There is no question that the advance estimate of U.S. GDP in the fourth quarter of last year was a shock. Continuing signs of recovery in consumer spending, business investment and the housing and labor marked had encouraged economists to expect modest growth for the quarter, a tad over 1%, not the 0.1% contraction reported. If confirmed by the revised final figures (by no means certain; the second estimate is due February 28) it would be the first contraction in the U.S. economy since 2009.
The finger of blame points directly at the fiscal cliff negotiations over tax rises and spending cuts that dominated Washington towards the end of 2012. Growth was dragged down by government spending cuts. Defense spending, down 22%, fell by the most in four decades. That was, to an extent, expected. What tipped the scales from modest economic expansion to contraction was that businesses brought to a halt the rapid rebuilding of inventories that had started over the summer as they saw the risks of the political debacle in Washington undermining business and consumer confidence.

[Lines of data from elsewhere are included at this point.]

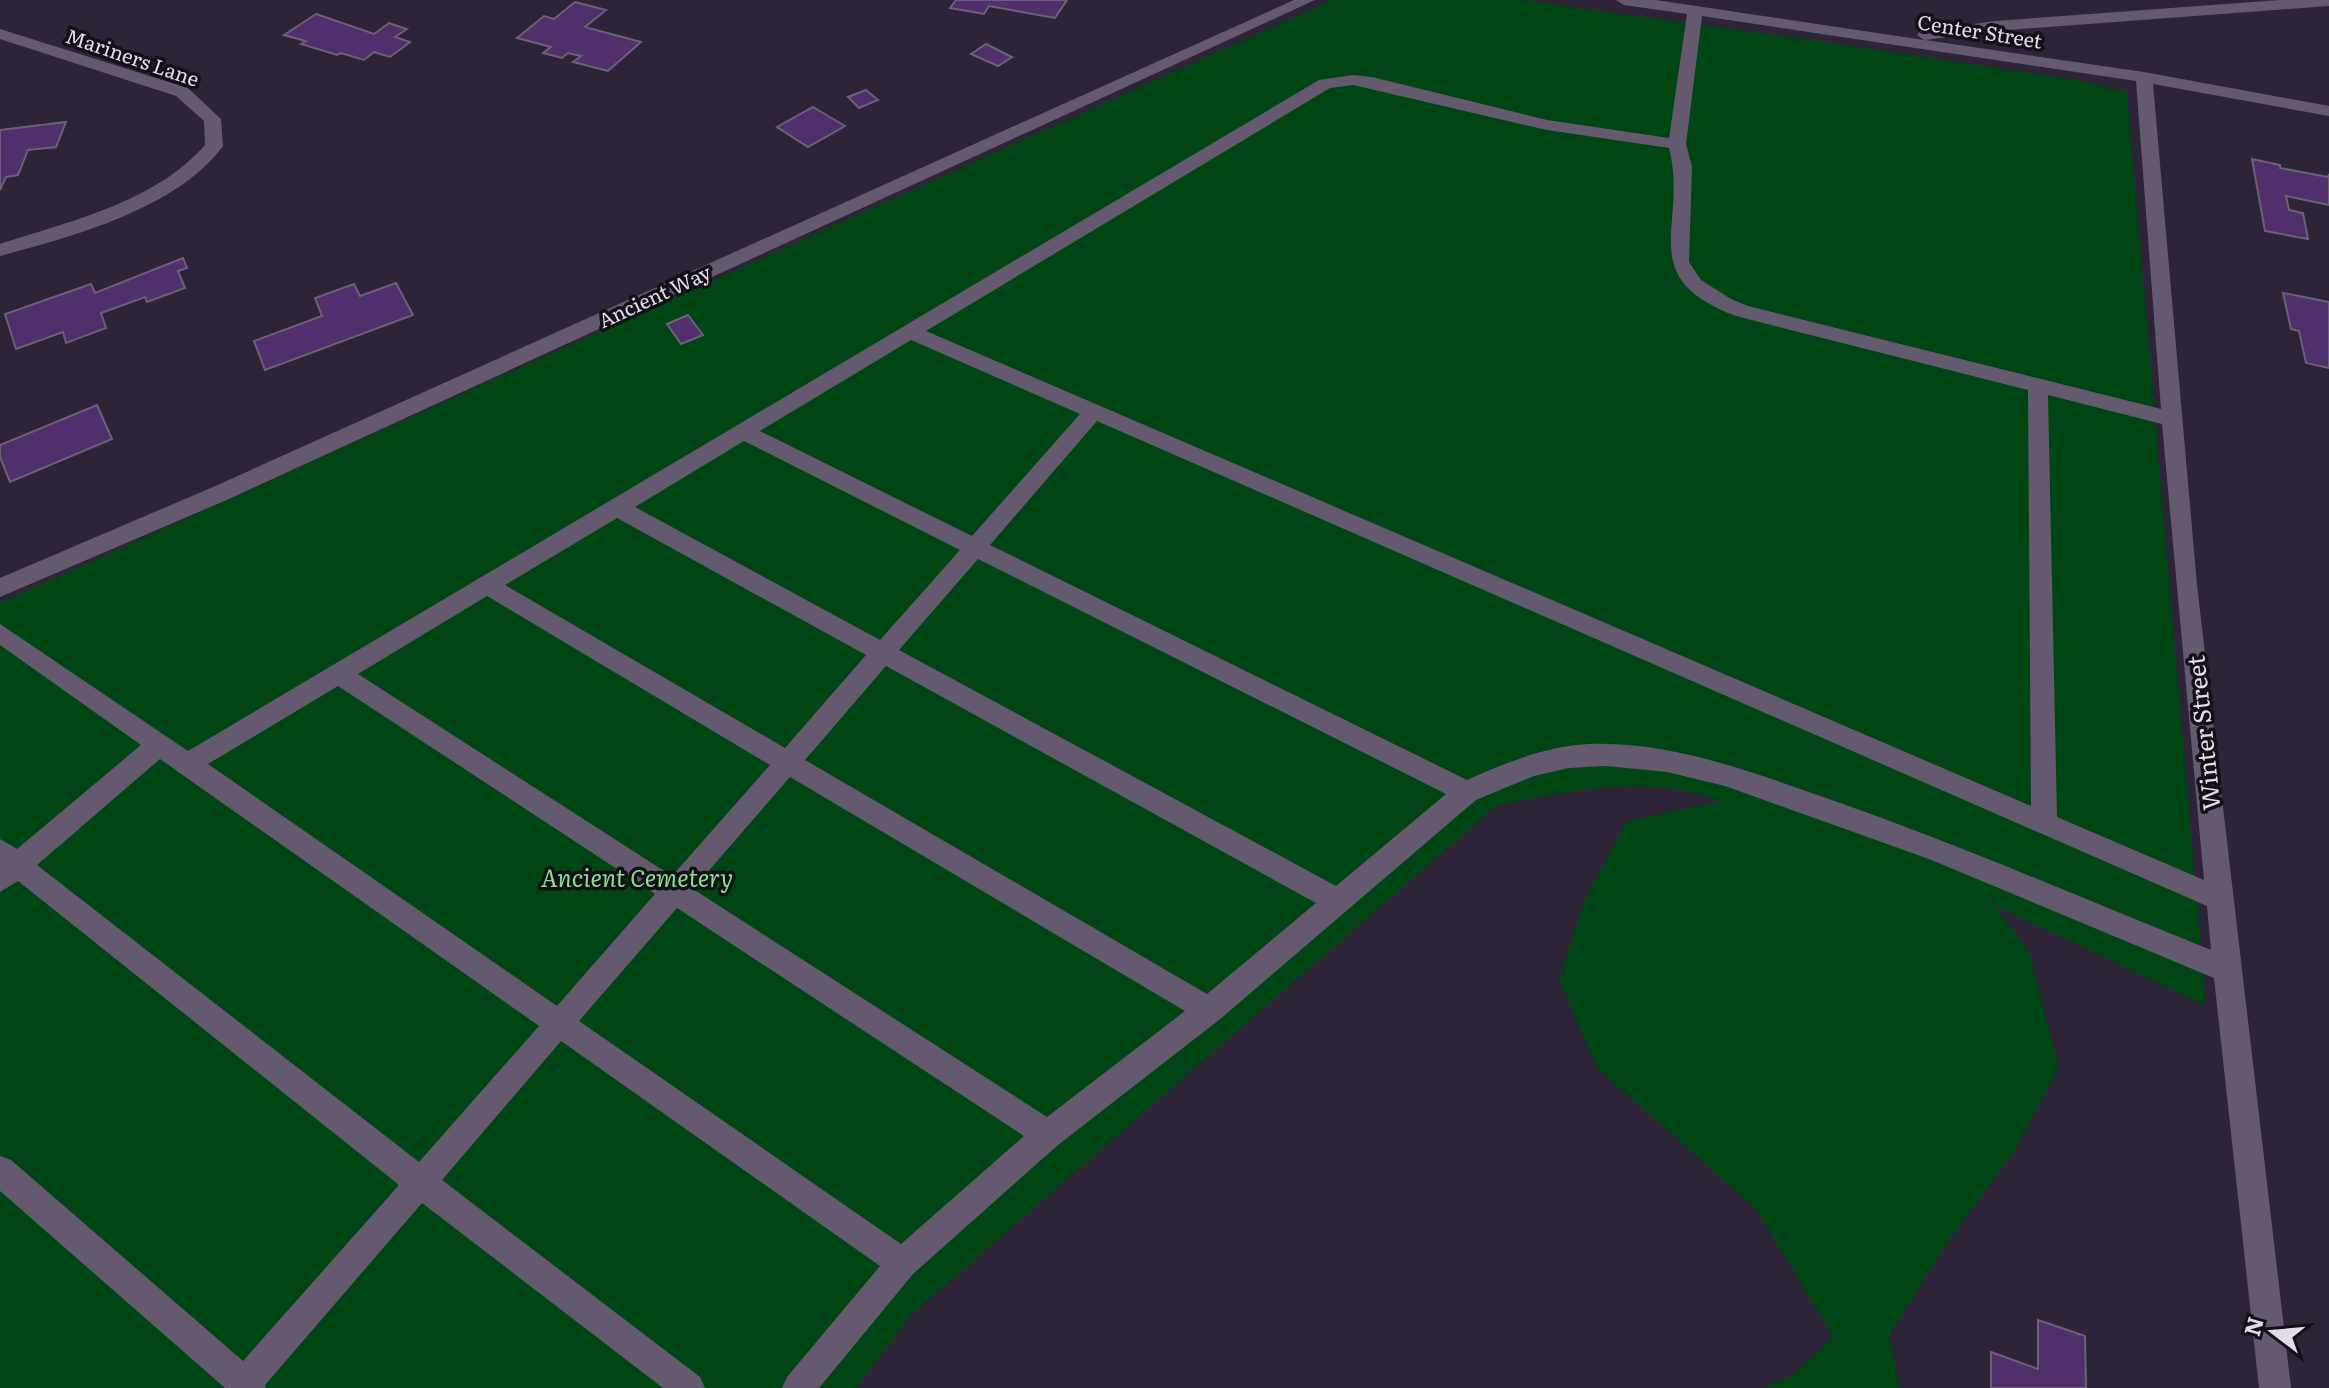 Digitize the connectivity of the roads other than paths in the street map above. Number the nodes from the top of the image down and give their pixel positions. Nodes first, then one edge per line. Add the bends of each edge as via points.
1 (1307, 0) edge
2 (1624, 0) edge
3 (2329, 1) edge
4 (1695, 10) junction
5 (0, 34) edge
6 (1896, 39) junction
7 (2144, 77) junction
8 (2329, 111) edge
9 (1677, 144) junction
10 (0, 250) edge
11 (910, 332) junction
12 (2038, 385) junction
13 (1094, 411) junction
14 (2171, 419) junction
15 (743, 432) junction
16 (616, 507) junction
17 (975, 548) junction
18 (486, 585) junction
19 (0, 588) edge
20 (0, 633) edge
21 (884, 653) junction
22 (338, 673) junction
23 (159, 745) junction
24 (187, 764) junction
25 (788, 764) junction
26 (1467, 792) junction
27 (2044, 823) junction
28 (6, 866) edge
29 (675, 893) junction
30 (2221, 900) junction
31 (1337, 901) junction
32 (2228, 970) junction
33 (1209, 1010) junction
34 (560, 1025) junction
35 (1048, 1135) junction
36 (0, 1171) edge
37 (422, 1184) junction
38 (902, 1263) junction
39 (246, 1386) edge
40 (689, 1388) edge
41 (798, 1388) edge
42 (2275, 1388) edge

1 - 19 street, Ancient Way via 221,493
2 - 4 street, Center Street
3 - 6 street via 1995,26
4 - 6 street, Center Street
4 - 9 street
5 - 10 street, Mariners Lane via 182,92 212,116 218,137 201,164 167,189
6 - 7 street, Center Street
7 - 8 street, Center Street
7 - 14 street, Winter Street
9 - 11 street via 1547,125 1372,82 1325,84
9 - 12 street via 1683,167 1680,262 1685,274 1708,294 1743,311
11 - 13 street
11 - 15 street
12 - 14 street
12 - 27 street
13 - 17 street
13 - 27 street
14 - 30 street, Winter Street
15 - 16 street
15 - 17 street
16 - 18 street
16 - 21 street
17 - 21 street
17 - 26 street
18 - 22 street
18 - 25 street
20 - 23 street
21 - 25 street
21 - 31 street
22 - 24 street
22 - 29 street
23 - 24 street
23 - 28 street
24 - 34 street
25 - 29 street
25 - 33 street
26 - 31 street
26 - 32 street via 1520,768 1559,758 1604,755 1681,763 1892,833
27 - 30 street
28 - 37 street
29 - 34 street
29 - 35 street
30 - 32 street, Winter Street
31 - 33 street
32 - 42 street, Winter Street
33 - 35 street
34 - 37 street
34 - 38 street
35 - 38 street
36 - 39 street
37 - 39 street
37 - 40 street
38 - 41 street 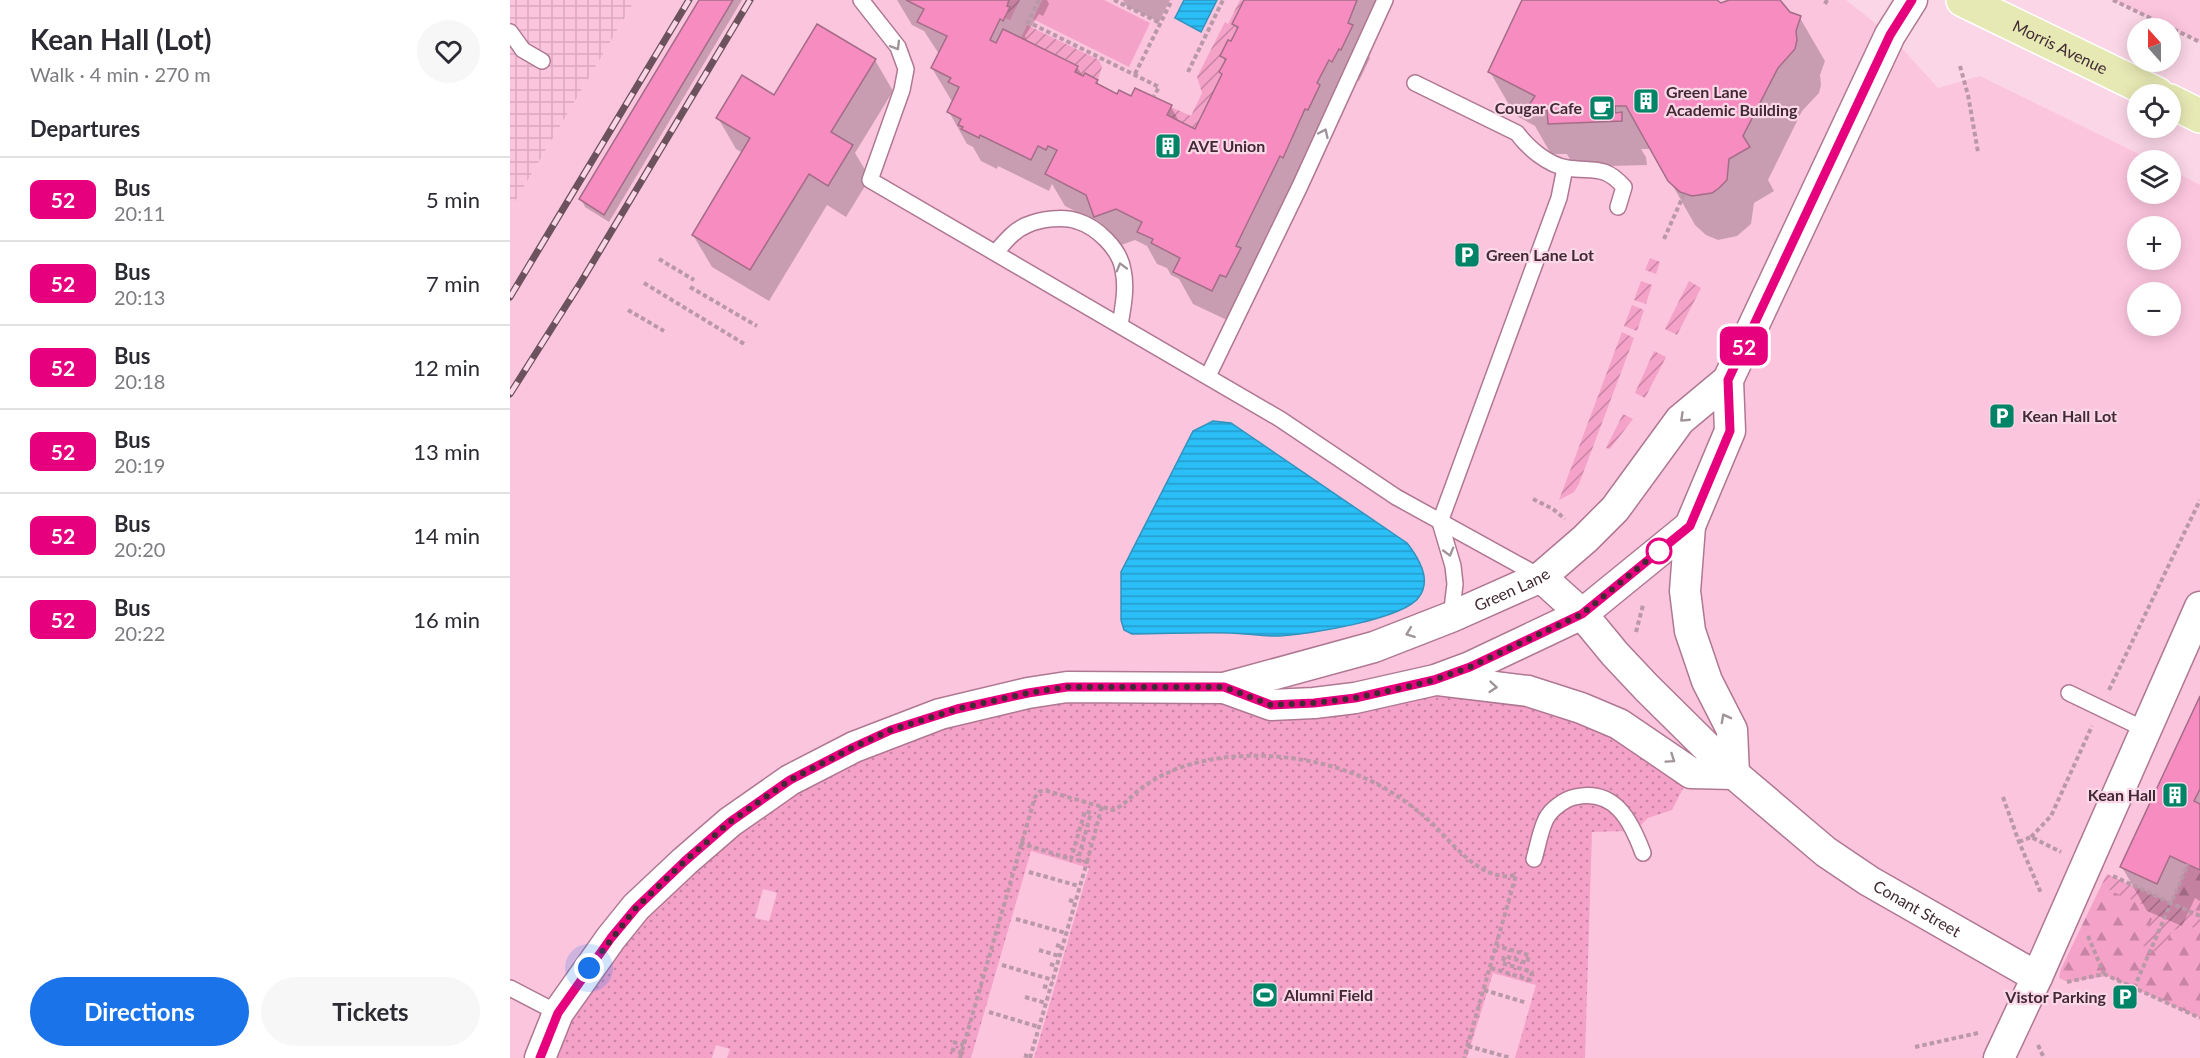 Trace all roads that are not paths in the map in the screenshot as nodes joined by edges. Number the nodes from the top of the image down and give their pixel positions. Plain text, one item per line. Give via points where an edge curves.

That shaved an estimated 1.3% off the overall growth figure. A resumption of business inventory rebuilding should reverse that in the first quarter of this year. The underlying resilience in consumer spending and business investment that was seen in the fourth quarter should continue, too. GDP growth of 2% in the first quarter is likely. The gap between that and the contraction in the fourth-quarter is a measure of how damaging to the real economy is the political posturing in Washington.